HOW TO COMPLETE THIS TASK:
From the listing below, pull out every line where the string "view" appears.

EXERCISE DATA: Begin

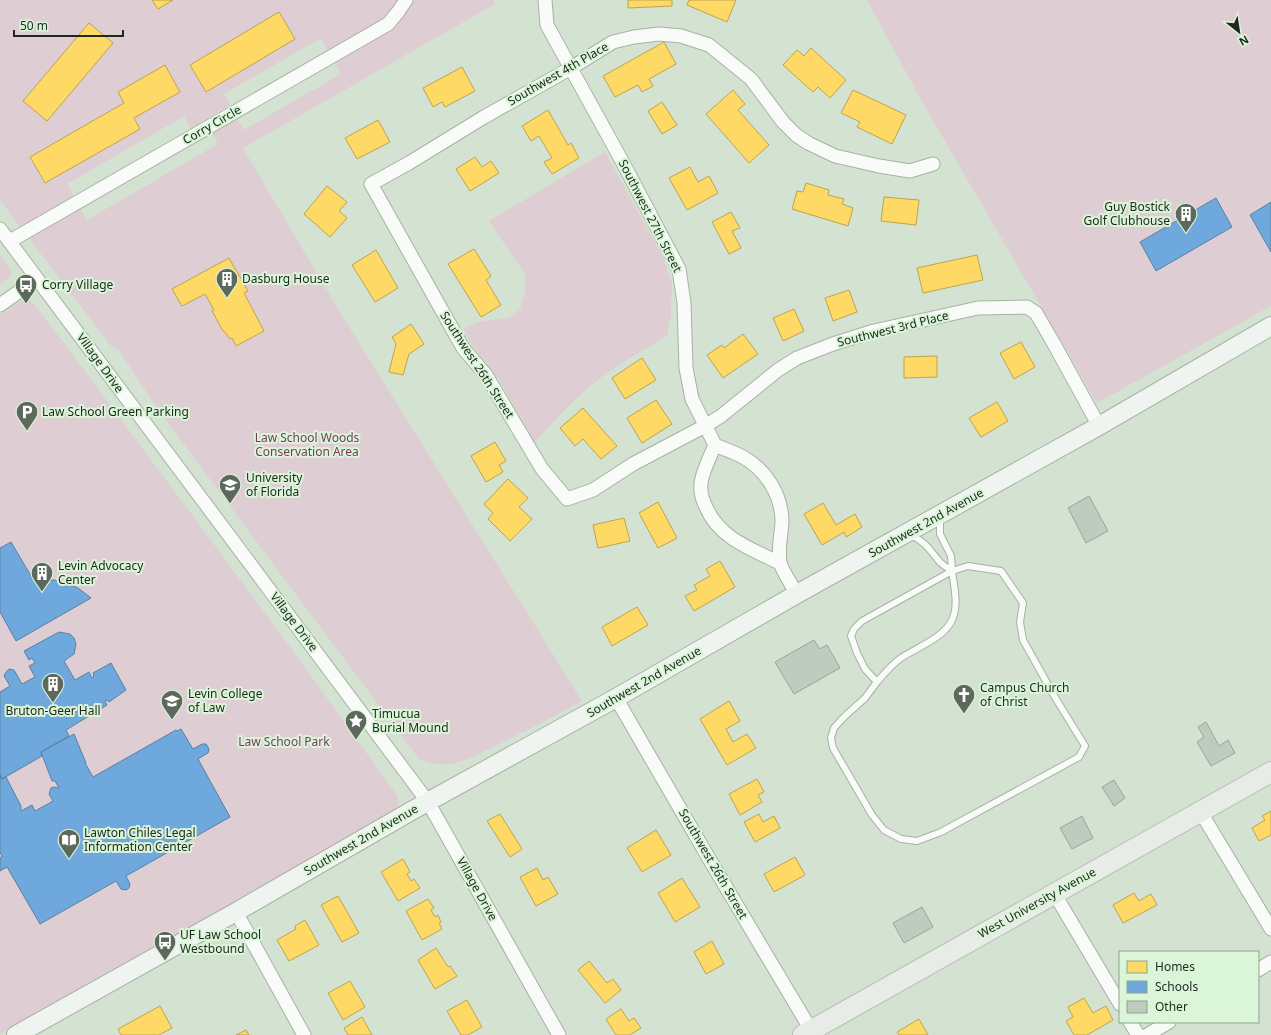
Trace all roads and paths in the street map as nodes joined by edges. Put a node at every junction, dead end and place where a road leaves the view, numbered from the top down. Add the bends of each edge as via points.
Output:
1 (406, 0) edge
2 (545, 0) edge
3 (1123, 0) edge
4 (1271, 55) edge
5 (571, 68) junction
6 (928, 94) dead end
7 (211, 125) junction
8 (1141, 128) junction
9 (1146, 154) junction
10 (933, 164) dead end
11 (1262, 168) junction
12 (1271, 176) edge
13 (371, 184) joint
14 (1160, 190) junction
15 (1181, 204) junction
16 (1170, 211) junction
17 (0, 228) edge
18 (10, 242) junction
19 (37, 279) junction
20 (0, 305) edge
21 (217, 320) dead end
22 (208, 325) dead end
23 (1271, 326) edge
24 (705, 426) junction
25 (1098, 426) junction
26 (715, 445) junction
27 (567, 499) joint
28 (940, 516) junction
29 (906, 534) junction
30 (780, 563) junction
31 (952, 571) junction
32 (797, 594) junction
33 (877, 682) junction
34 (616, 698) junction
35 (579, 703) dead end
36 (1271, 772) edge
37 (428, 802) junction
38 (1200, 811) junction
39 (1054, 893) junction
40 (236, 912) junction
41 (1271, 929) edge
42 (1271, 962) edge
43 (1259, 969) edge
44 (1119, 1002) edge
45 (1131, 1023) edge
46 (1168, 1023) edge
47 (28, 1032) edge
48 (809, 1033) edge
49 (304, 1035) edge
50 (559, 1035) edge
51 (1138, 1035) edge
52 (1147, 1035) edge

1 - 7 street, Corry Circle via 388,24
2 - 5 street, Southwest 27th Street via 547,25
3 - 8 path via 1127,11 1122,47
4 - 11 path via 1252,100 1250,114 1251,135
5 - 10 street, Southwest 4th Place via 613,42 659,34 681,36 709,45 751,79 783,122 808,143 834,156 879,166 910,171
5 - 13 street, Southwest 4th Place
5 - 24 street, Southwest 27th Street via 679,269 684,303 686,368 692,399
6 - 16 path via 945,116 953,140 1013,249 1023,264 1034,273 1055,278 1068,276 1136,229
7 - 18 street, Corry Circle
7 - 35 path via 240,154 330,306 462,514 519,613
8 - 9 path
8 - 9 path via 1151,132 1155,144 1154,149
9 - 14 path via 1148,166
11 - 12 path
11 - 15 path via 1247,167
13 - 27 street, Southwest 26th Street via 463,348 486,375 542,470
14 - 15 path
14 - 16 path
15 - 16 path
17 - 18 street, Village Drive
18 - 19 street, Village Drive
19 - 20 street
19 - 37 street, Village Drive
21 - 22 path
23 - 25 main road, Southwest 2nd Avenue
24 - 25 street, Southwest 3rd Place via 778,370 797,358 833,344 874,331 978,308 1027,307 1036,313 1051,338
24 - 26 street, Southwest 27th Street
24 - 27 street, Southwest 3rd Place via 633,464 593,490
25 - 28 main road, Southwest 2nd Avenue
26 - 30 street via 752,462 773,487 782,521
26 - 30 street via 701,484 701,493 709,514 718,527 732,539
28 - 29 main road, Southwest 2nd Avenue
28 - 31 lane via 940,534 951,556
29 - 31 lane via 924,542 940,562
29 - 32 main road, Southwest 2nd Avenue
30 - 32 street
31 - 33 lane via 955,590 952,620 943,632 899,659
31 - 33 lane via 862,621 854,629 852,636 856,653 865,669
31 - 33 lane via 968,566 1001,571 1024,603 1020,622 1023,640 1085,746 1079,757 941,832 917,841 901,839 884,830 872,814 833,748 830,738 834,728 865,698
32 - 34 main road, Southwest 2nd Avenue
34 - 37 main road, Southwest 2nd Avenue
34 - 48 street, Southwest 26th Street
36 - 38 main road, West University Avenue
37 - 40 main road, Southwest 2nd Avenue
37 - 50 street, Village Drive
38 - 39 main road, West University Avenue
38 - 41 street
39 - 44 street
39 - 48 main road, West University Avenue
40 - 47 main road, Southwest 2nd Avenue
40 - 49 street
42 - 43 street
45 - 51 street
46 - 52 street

EXERCISE DATA: End
EXERCISE DATA: Begin

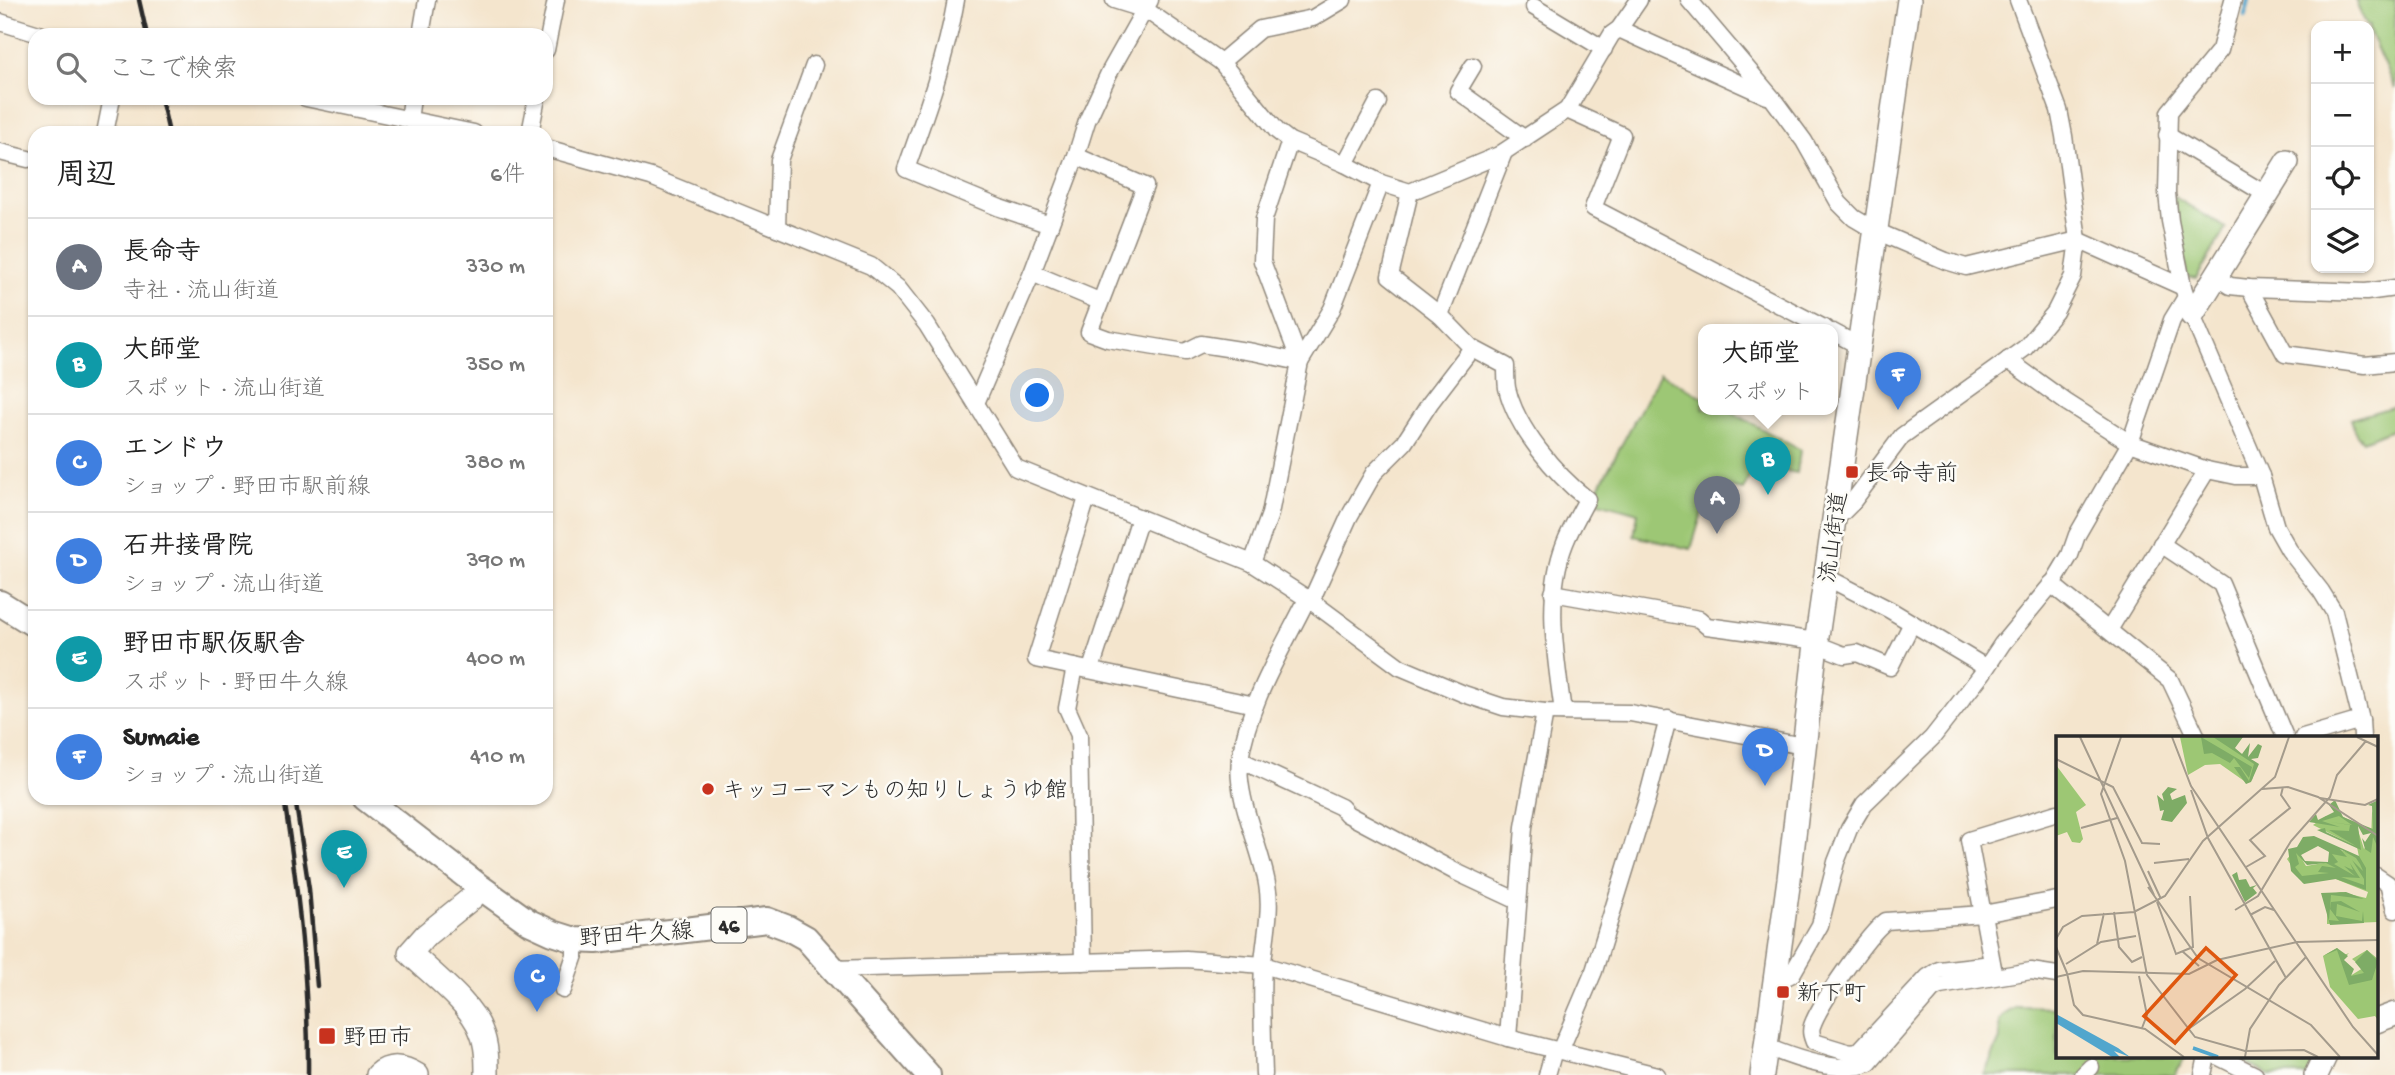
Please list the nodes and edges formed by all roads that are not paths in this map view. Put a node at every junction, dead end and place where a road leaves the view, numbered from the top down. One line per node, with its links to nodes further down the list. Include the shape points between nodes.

EXERCISE DATA: End

EXERCISE ANSWER:
Trace all roads and paths in the street map as nodes joined by edges. Put a node at every junction, dead end and place where a road leaves the view, numbered from the top down. Add the bends of each edge as via points.
Please list the nodes and edges formed by all roads that are not paths in this map view. Put a node at every junction, dead end and place where a road leaves the view, numbered from the top down. One line per node, with its links to nodes further down the list. Include the shape points between nodes.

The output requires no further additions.